Monday, August 16, 2010

Delayed gratification UPDATED

I just did a whole lot of primary research into how to operate the lockers at the Archives Nationales. I've requested a box that will be available when I'm back in NY, and spent 10 euros on an ID card with the least flattering (since when is my face puffy? I had to check in the mirror to make sure I wasn't swelling up for some reason) photo I've had taken in a long time. All in all, a productive visit. I'm about to take the 90-minute tour for new patrons. Wish me luck.


The tour took far less than 90 minutes, but only served to make the process seem even more confusing than before. In retrospect the Bibliothèque Nationale was a warm-up, or training wheels, or some other kind of mere hint at what was to come. Not only will this be an involved bureaucratic procedure every visit, but I now need to comb through the relevant secondary sources for archival "codes" - titles and authors I'd been keeping track of, but as a literature student used to call numbers, some of the technicalities (err, fundamentals) of the historical approach are new to me. But I get it now! I see what needs to be done! I just wish I'd already done it.

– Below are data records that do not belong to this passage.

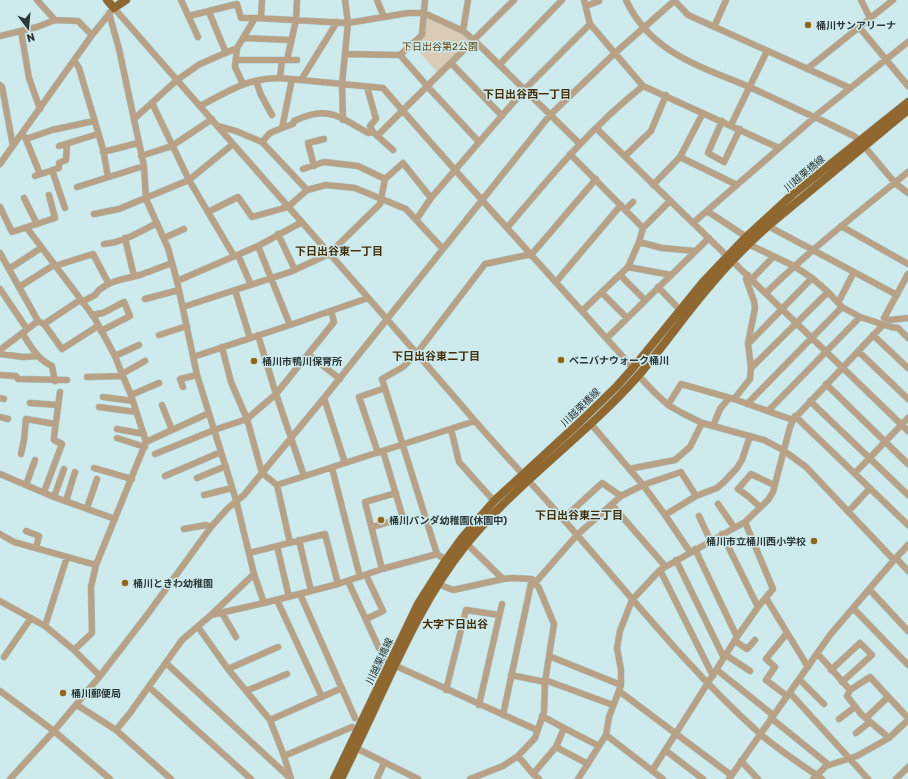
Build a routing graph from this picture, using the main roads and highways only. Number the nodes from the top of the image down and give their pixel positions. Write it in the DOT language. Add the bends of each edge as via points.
graph roads {
  1 [pos="107,0"];
  2 [pos="126,0"];
  3 [pos="908,102"];
  4 [pos="908,110"];
  5 [pos="862,143"];
  6 [pos="746,241"];
  7 [pos="729,258"];
  8 [pos="525,477"];
  9 [pos="392,664"];
  10 [pos="334,779"];
  11 [pos="341,779"];
  1 -- 2 [label="main road" via="112,11"];
  3 -- 5 [label="main road, 川越栗橋線"];
  4 -- 5 [label="main road, 川越栗橋線"];
  5 -- 6 [label="main road, 川越栗橋線" via="768,226"];
  5 -- 6 [label="main road, 川越栗橋線" via="776,209"];
  6 -- 7 [label="main road, 川越栗橋線"];
  7 -- 8 [label="main road, 川越栗橋線" via="680,310 633,368"];
  7 -- 8 [label="main road, 川越栗橋線" via="638,375 591,424"];
  8 -- 9 [label="main road, 川越栗橋線" via="467,544 438,584"];
  8 -- 9 [label="main road, 川越栗橋線" via="494,502 446,560 418,604"];
  9 -- 10 [label="main road, 川越栗橋線"];
  9 -- 11 [label="main road, 川越栗橋線"];
}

After the tour, a guy who'd also been on it struck up a conversation with me about confusing the place seemed. I agreed. This was, I think, the first time a stranger has spoken to me in Paris and it hasn't been a) a catcall/come-on, b) a remark about a mouse that just ran through the café (that was during this morning's coffee - the mouse was tiny and cute, but I decided to put my backpack on the seat next to me so as to avoid bringing any new creatures into the archives or, worse, the apartment), or c) a patronizing if well-intended remark about me appearing to be lost. So I was pleased - an ally in the cavernous world of French bureaucracy!

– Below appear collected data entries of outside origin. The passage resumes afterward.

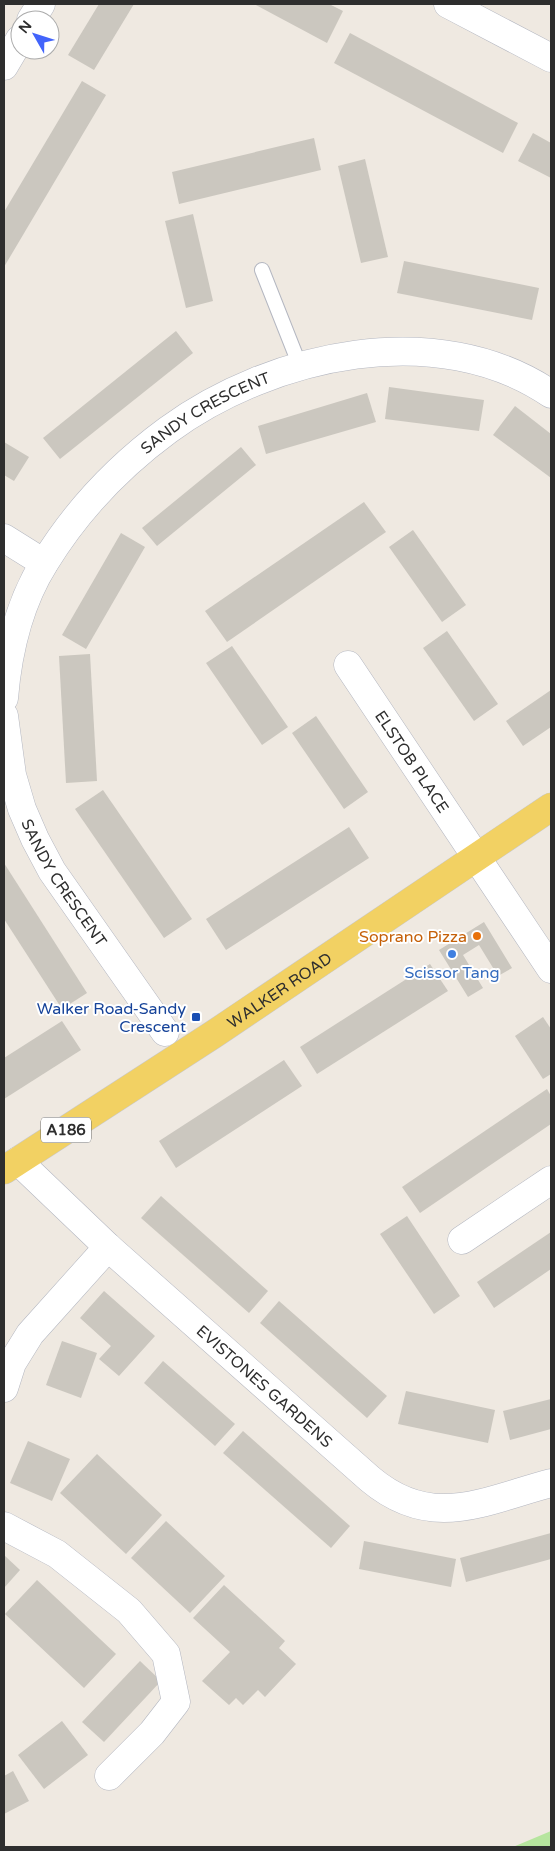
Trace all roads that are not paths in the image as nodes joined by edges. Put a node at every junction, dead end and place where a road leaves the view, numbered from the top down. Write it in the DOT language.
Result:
graph roads {
  1 [pos="448,4"];
  2 [pos="551,58"];
  3 [pos="262,270"];
  4 [pos="300,366"];
  5 [pos="551,394"];
  6 [pos="4,538"];
  7 [pos="44,563"];
  8 [pos="348,665"];
  9 [pos="4,698"];
  10 [pos="4,716"];
  11 [pos="551,807"];
  12 [pos="477,857"];
  13 [pos="551,969"];
  14 [pos="165,1032"];
  15 [pos="11,1166"];
  16 [pos="551,1180"];
  17 [pos="462,1240"];
  18 [pos="108,1247"];
  19 [pos="4,1388"];
  20 [pos="551,1483"];
  21 [pos="4,1526"];
  22 [pos="109,1776"];
  1 -- 2 [label="street"];
  3 -- 4 [label="lane"];
  4 -- 5 [label="street, SANDY CRESCENT"];
  4 -- 7 [label="street, SANDY CRESCENT"];
  6 -- 7 [label="street"];
  7 -- 9 [label="street, SANDY CRESCENT"];
  8 -- 12 [label="street, ELSTOB PLACE"];
  10 -- 14 [label="street, SANDY CRESCENT"];
  11 -- 12 [label="main road, WALKER ROAD / A186"];
  12 -- 13 [label="street, ELSTOB PLACE"];
  12 -- 15 [label="main road, WALKER ROAD / A186"];
  15 -- 18 [label="street, EVISTONES GARDENS"];
  16 -- 17 [label="street"];
  18 -- 19 [label="street"];
  18 -- 20 [label="street, EVISTONES GARDENS"];
  21 -- 22 [label="street"];
}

But! In the course of this very brief conversation, as we were retrieving stuff from our lockers, he asked my nationality. Seems he's not a fan. He asked me how things were in America as though expecting me to join him in denouncing the horrible, horrible place I have the misfortune to have a passport from. I asked him where he was from - Syria. I told him things were fine, quite good in NY, where I live. Uh huh. Then he muttered something, laughed, and said never mind. I asked what, and he asked if "you" (vous) were going to invade Syria. I told him that I, personally, have no plans to do so. I decided this wasn't the moment to tell him the specifics of my research - though I'm not researching Zionism, the fact that I study Jews at all serves as an announcement to the otherwise oblivious of my own background, and thus an invitation to ask just where I stand on a certain contentious region. I could imagine in a different state of mind finding all this kind of fun, but it was nearly 3, I hadn't had lunch, and I was already mentally enjoying a 7-euro cheese plate at a nearby café.

What followed was an afternoon-long search in vain for a café I might be able to do work in. I did pass one place that had a sign in the window explaining the interdit status of ordinateurs in their establishment; a Starbucks with a sign in the window promising free, high-speed wifi but, I learned upon asking, no wifi of any kind; and the Illy café which was, uncharacteristically, closed for the day. All of this has left me with a newfound appreciation of the BNF, to which I will soon return.


Petey said...

"Then he muttered something, laughed, and said never mind. I asked what, and he asked if "you" (vous) were going to invade Syria."

Response #1: Are you going to invade Lebanon?

Response #2: You know I don't get to pick my passport...

Response #3: Heh. I hope not. Want to get a coffee?

Phoebe Maltz Bovy said...

Well done on not using your comment as a platform for an I-P rant. As for these responses, all decent comebacks if my goal had been a longer discussion and, well, a coffee with this guy. (Some criticisms: #1 requires quicker reflexes than I have, and seems like the kind of thing someone would think of after-the-fact. #2 implies that I'm ashamed to be American.) But, as I mention, I was quite focused on the cheese plate, which I was just fine with getting on my own. In our brief interaction, he'd shown himself to be someone I wasn't dying to get to know better.